NCLEX-RN
NCLEX Psychosocial Questions
1. Which approach would be most appropriate for the involved parent of a child diagnosed with Munchausen syndrome by proxy?
- A. Confrontation
- B. Open communication
- C. Health teaching about childrearing
- D. Validation of the child's physical status
Correct answer: B
Rationale: The most appropriate approach for the involved parent of a child diagnosed with Munchausen syndrome by proxy is open communication. Maintaining open communication is crucial in building a therapeutic nurse-client relationship. Confrontation may cause the parent to become defensive and hinder effective communication. Health teaching about childrearing may not be well-received at this point as the parent may not be ready for it. Validation of the child's physical status may inadvertently reinforce the parent's behavior by focusing solely on physical symptoms rather than addressing the underlying issues.
2. The mother of an infant in the neonatal intensive care unit expresses concern about her infant. Which nursing intervention best facilitates mother-infant bonding?
- A. Asking the mother to change her baby's diaper
- B. Assuring the mother that her baby is receiving excellent care
- C. Encouraging the mother to touch her baby whenever possible
- D. Keeping the mother informed about the care the nursing staff is providing her baby
Correct answer: C
Rationale: Encouraging the mother to touch her baby whenever possible is the best intervention to promote mother-infant bonding, especially when the infant is too ill to be held. Physical touch is a powerful way to establish a connection. Mother-infant bonding is a gradual process and encouraging touch can help initiate this bond.

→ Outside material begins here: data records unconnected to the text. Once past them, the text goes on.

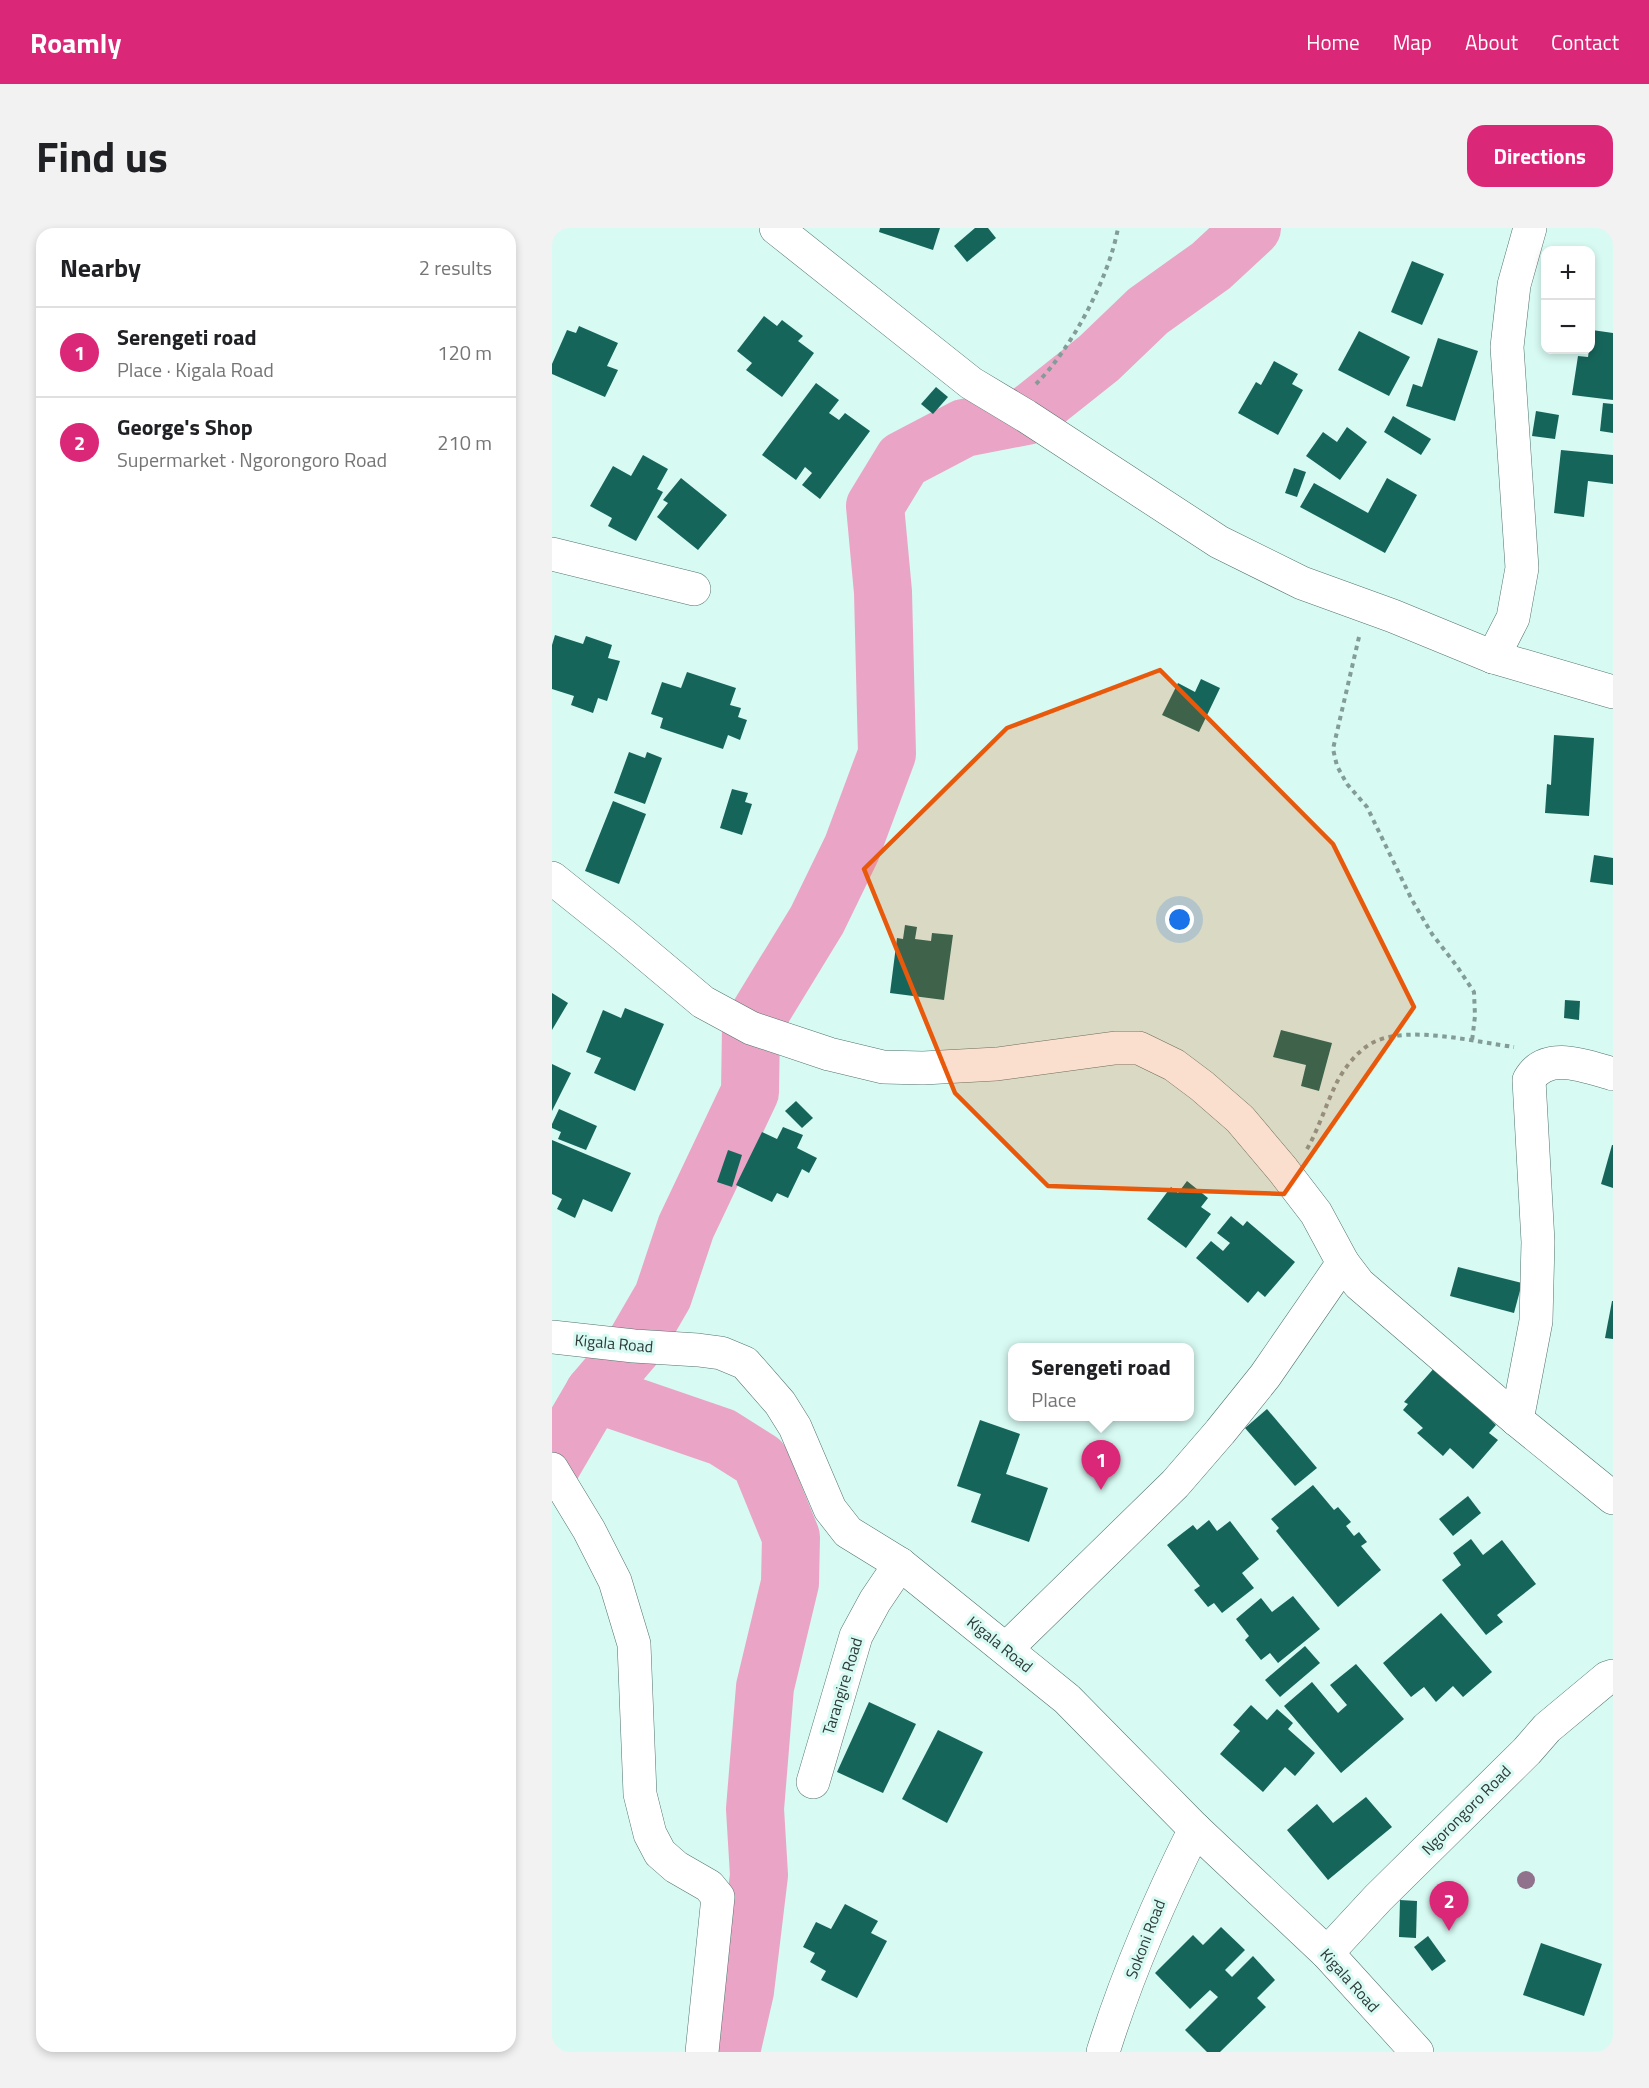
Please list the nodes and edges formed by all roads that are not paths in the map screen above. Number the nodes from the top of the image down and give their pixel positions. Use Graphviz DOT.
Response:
graph roads {
  1 [pos="776,228"];
  2 [pos="1530,228"];
  3 [pos="552,554"];
  4 [pos="694,589"];
  5 [pos="1493,657"];
  6 [pos="1613,693"];
  7 [pos="552,878"];
  8 [pos="552,907"];
  9 [pos="703,1002"];
  10 [pos="1613,1074"];
  11 [pos="1342,1263"];
  12 [pos="552,1337"];
  13 [pos="1516,1420"];
  14 [pos="552,1468"];
  15 [pos="1613,1498"];
  16 [pos="900,1564"];
  17 [pos="1006,1649"];
  18 [pos="1613,1676"];
  19 [pos="813,1782"];
  20 [pos="1195,1828"];
  21 [pos="1328,1953"];
  22 [pos="702,2052"];
  23 [pos="1103,2052"];
  24 [pos="1417,2052"];
  1 -- 5 [label="street"];
  2 -- 5 [label="street"];
  3 -- 4 [label="street"];
  5 -- 6 [label="street"];
  7 -- 9 [label="street"];
  8 -- 9 [label="street"];
  9 -- 11 [label="street"];
  10 -- 13 [label="street"];
  11 -- 13 [label="street"];
  11 -- 17 [label="street"];
  12 -- 16 [label="street, Kigala Road"];
  13 -- 15 [label="street"];
  14 -- 22 [label="street"];
  16 -- 17 [label="street, Kigala Road"];
  16 -- 19 [label="street, Tarangire Road"];
  17 -- 20 [label="street, Kigala Road"];
  18 -- 21 [label="street, Ngorongoro Road"];
  20 -- 21 [label="street, Kigala Road"];
  20 -- 23 [label="street, Sokoni Road"];
  21 -- 24 [label="street, Kigala Road"];
}
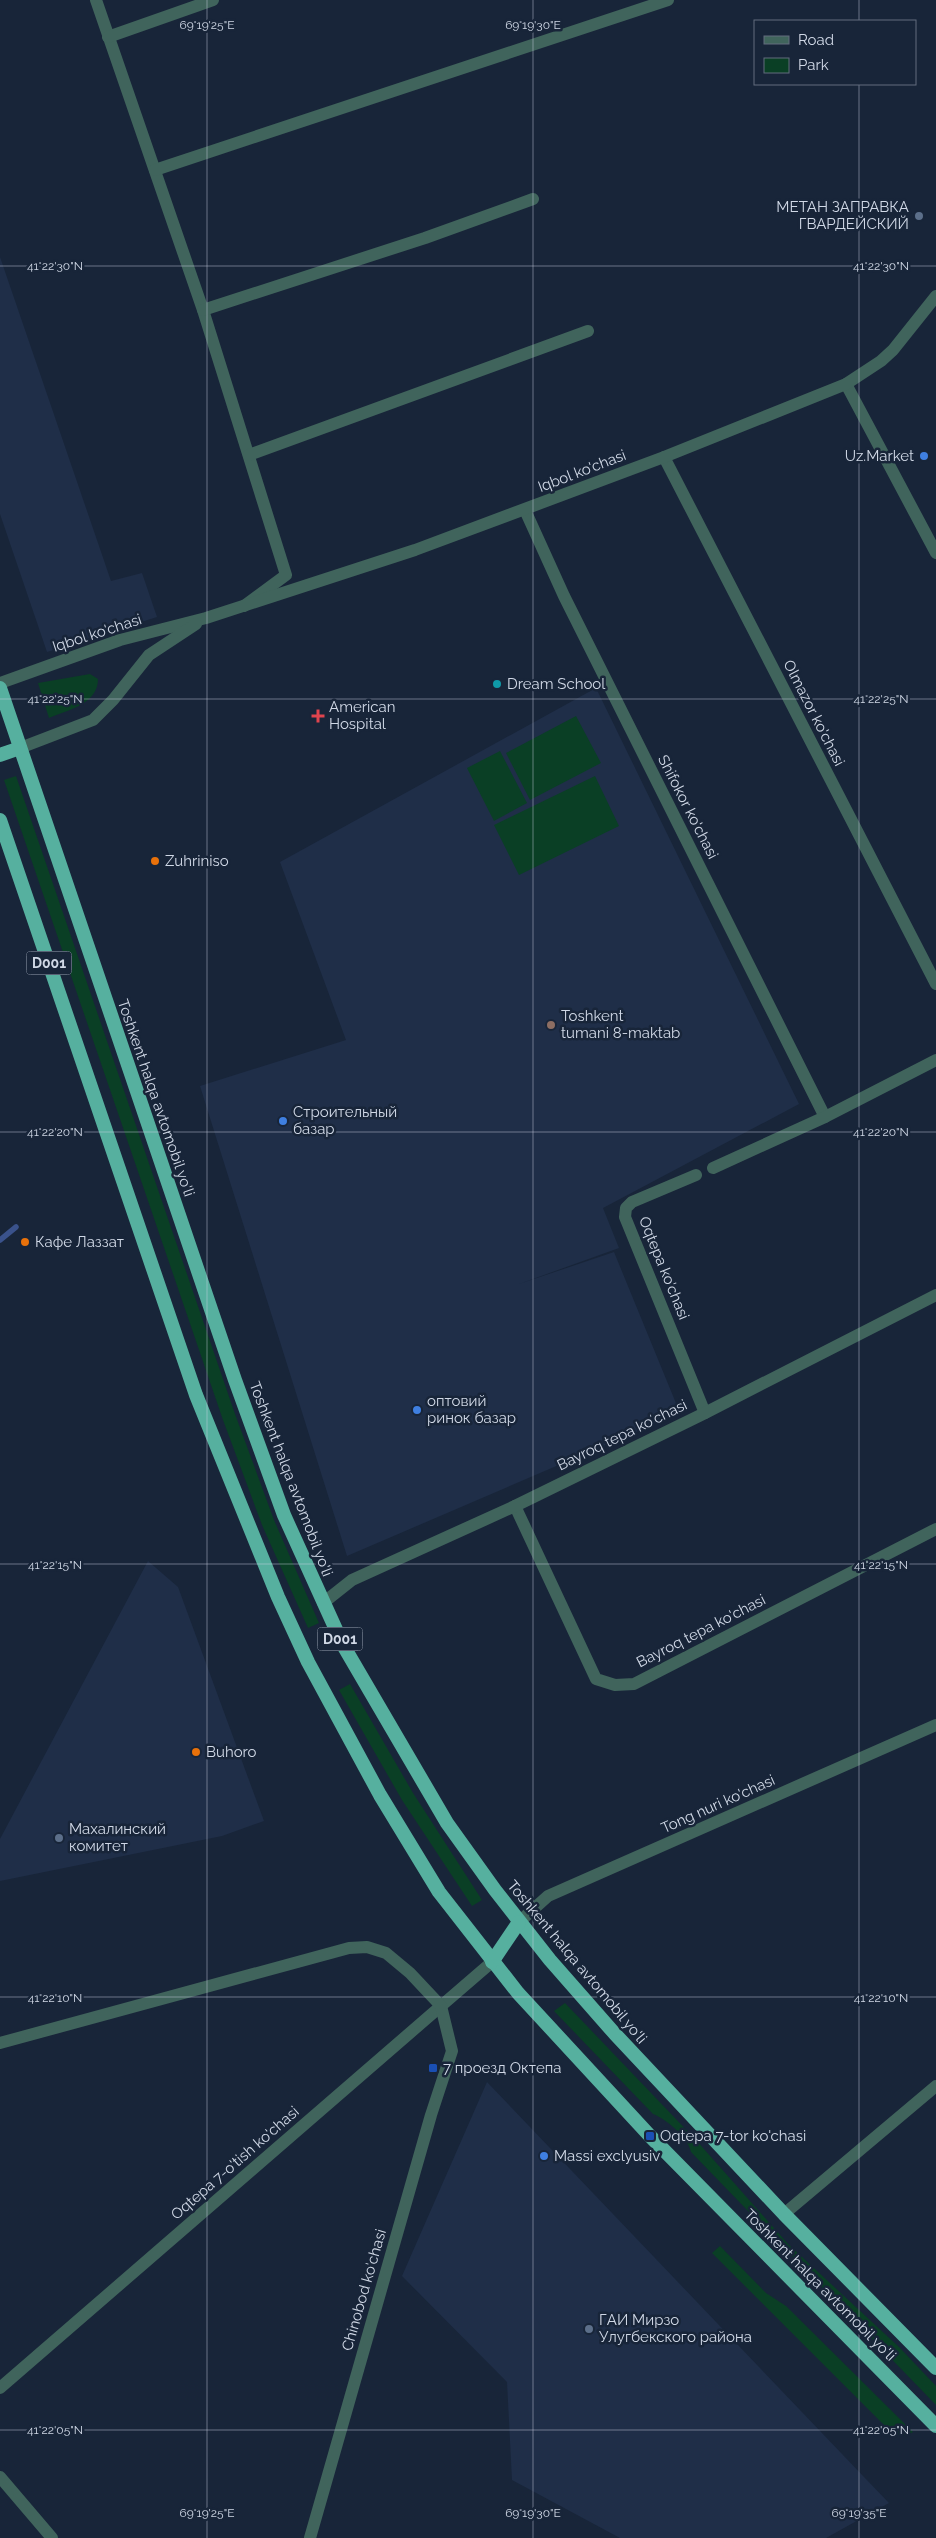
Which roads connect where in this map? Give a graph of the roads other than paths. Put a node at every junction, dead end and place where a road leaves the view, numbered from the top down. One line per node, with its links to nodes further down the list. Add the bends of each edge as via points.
1 (96, 0): 4 (street)
2 (213, 0): 4 (street)
3 (668, 0): 5 (street)
4 (108, 37): 5 (street)
5 (155, 170): 8 (street)
6 (533, 199): 8 (street, via 425,238)
7 (936, 296): 10 (street, Iqbol ko'chasi, via 882,361)
8 (203, 310): 11 (street)
9 (588, 331): 11 (street)
10 (846, 384): 12 (street, Iqbol ko'chasi); 14 (street)
11 (249, 455): 15 (street, via 286,575)
12 (664, 457): 13 (street, Iqbol ko'chasi); 22 (street, Olmazor ko'chasi)
13 (525, 510): 15 (street, Iqbol ko'chasi); 24 (street, Shifokor ko'chasi, via 564,596)
14 (936, 553)
15 (244, 606): 16 (street, Iqbol ko'chasi)
16 (206, 618): 17 (street, Iqbol ko'chasi, via 120,640); 19 (street, Iqbol ko'chasi, via 148,655 93,720)
17 (0, 682)
18 (0, 688): 19 (highway, Toshkent halqa avtomobil yo'li / D001)
19 (20, 748): 20 (highway); 31 (highway, Toshkent halqa avtomobil yo'li / D001, via 235,1380 284,1515)
20 (0, 755)
21 (0, 820): 34 (highway, Toshkent halqa avtomobil yo'li / D001, via 196,1395 278,1597 308,1662 380,1796 439,1892)
22 (936, 984)
23 (936, 1060): 24 (street)
24 (825, 1117): 25 (street)
25 (713, 1168)
26 (696, 1175): 28 (street, Oqtepa ko'chasi, via 632,1202 626,1208 625,1217)
27 (936, 1295): 28 (street, Bayroq tepa koʻchasi)
28 (705, 1413): 29 (street, Bayroq tepa koʻchasi)
29 (514, 1506): 30 (street, Bayroq tepa ko'chasi, via 596,1679 615,1685 634,1684); 31 (street, Bayroq tepa koʻchasi, via 352,1580)
30 (936, 1529)
31 (323, 1602): 33 (highway, Toshkent halqa avtomobil yo'li / D001, via 343,1645 425,1789 471,1858)
32 (936, 1726): 33 (street, Tong nuri ko'chasi, via 548,1896)
33 (520, 1922): 34 (highway); 38 (highway, Toshkent halqa avtomobil yo'li / D001, via 589,2005)
34 (492, 1962): 35 (street, Oqtepa 7-o'tish ko'chasi); 41 (highway, Toshkent halqa avtomobil yo'li / D001, via 544,2024 650,2136)
35 (441, 2006): 36 (street, via 386,1953 367,1947 349,1948); 40 (street, Oqtepa 7-o'tish ko'chasi); 43 (street, Chinobod ko'chasi, via 452,2051)
36 (0, 2043)
37 (936, 2086): 38 (street)
38 (784, 2214): 39 (highway, Toshkent halqa avtomobil yo'li / D001)
39 (936, 2368)
40 (0, 2388)
41 (936, 2426)
42 (0, 2477): 44 (street)
43 (312, 2537)
44 (52, 2538)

Asking the mother to change her baby's diaper is not the most appropriate action to promote bonding in this scenario. Assuring the mother about the care her baby is receiving is important but does not directly enhance bonding. Keeping the mother informed about the care her baby is receiving is crucial, but it alone does not actively foster bonding between the mother and infant.
3. Nursing behaviors associated with the implementation phase of the nursing process are concerned with:
- A. participating in the mutual identification of patient outcomes.
- B. gathering accurate and sufficient patient-centered data.
- C. comparing patient responses and expected outcomes.
- D. carrying out interventions and coordinating care.
Correct answer: D
Rationale: During the implementation phase of the nursing process, nurses focus on executing interventions and coordinating care. This involves utilizing available resources, performing necessary interventions, exploring alternatives when needed, and collaborating with other healthcare team members to ensure comprehensive care delivery. Choice A is incorrect as it pertains more to the planning phase where patient outcomes are identified. Choice B is incorrect as it relates to data collection, which is primarily a part of the assessment phase. Choice C is incorrect as it involves evaluating patient responses against expected outcomes, which is part of the evaluation phase.
4. While reviewing the side effects of a newly prescribed medication, a 72-year-old client notes that one of the side effects is a reduction in sexual drive. Which is the best response by the nurse?
- A. How will this affect your present sexual activity?
- B. How active is your current sex life?
- C. How has your sex life changed as you have become older?
- D. Tell me about your sexual needs as an older adult.
Correct answer: A
Rationale: The best response in this scenario is option A, 'How will this affect your present sexual activity?' This response directly addresses the client's concern and allows them to express their thoughts and feelings. Option B does not directly address the client's worry about the medication's side effect. Options C and D deviate from the client's immediate concern and are not as relevant in this situation.
5. A client has been diagnosed with a form of terminal cancer and has started receiving hospice care. The nurse notes that both the client and his family avoid talking about the diagnosis. All attempts at discussion result in changing the subject. The nurse recognizes that this family is exhibiting:
- A. Closed awareness
- B. Mutual pretense
- C. Open awareness
- D. Powerless assessment
Correct answer: B
Rationale: The correct answer is 'Mutual pretense.' Mutual pretense is a form of awareness as a response to death or dying in which those involved avoid discussing the situation. In this scenario, both the client and the family are aware of the terminal cancer diagnosis, but they choose not to talk about it openly. This behavior can stem from various reasons, such as trying to shield loved ones from grief, fear of the future, or discomfort with discussing emotions. 'Closed awareness' (Choice A) refers to a lack of awareness of the impending death, which is not the case here. 'Open awareness' (Choice C) involves open acknowledgment and discussion of the terminal illness, which is contrary to the behavior described. 'Powerless assessment' (Choice D) does not relate to the situation of avoiding discussing the diagnosis in the context of terminal cancer and hospice care.